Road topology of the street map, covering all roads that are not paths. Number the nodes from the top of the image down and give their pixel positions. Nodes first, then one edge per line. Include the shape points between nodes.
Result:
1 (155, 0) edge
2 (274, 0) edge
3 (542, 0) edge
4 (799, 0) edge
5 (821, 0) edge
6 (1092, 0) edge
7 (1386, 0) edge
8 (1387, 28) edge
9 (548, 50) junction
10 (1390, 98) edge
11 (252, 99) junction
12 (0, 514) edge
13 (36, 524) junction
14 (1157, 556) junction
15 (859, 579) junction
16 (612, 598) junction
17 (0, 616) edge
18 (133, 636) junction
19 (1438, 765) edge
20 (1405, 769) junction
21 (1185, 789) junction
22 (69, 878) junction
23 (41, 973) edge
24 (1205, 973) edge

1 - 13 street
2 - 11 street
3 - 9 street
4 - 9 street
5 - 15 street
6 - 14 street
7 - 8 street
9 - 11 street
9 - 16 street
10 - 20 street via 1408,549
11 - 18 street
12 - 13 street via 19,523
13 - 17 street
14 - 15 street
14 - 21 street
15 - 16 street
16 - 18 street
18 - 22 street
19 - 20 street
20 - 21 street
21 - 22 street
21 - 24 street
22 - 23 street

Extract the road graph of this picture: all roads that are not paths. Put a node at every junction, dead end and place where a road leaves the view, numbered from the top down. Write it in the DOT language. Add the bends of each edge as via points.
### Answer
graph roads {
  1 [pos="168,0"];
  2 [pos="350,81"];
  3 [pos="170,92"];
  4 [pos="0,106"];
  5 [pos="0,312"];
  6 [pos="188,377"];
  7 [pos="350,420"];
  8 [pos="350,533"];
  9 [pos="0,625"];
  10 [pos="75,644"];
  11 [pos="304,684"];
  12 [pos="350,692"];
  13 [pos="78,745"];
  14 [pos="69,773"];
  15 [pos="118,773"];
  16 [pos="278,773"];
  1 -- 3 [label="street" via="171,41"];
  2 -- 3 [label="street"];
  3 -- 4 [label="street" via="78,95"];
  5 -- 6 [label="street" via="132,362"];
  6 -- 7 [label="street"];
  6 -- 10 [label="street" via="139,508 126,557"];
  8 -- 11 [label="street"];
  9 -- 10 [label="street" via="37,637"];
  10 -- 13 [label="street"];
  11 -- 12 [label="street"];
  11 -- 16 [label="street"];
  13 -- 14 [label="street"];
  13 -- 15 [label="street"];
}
※ ※ ※
The task
Every line in the data that holds the string "from" should be copied.

Result for this exercise
Road topology of the street map, covering all roads that are not paths. Number the nodes from the top of the image down and give their pixel positions. Nodes first, then one edge per line. Include the shape points between nodes.
Extract the road graph of this picture: all roads that are not paths. Put a node at every junction, dead end and place where a road leaves the view, numbered from the top down. Write it in the DOT language. Add the bends of each edge as via points.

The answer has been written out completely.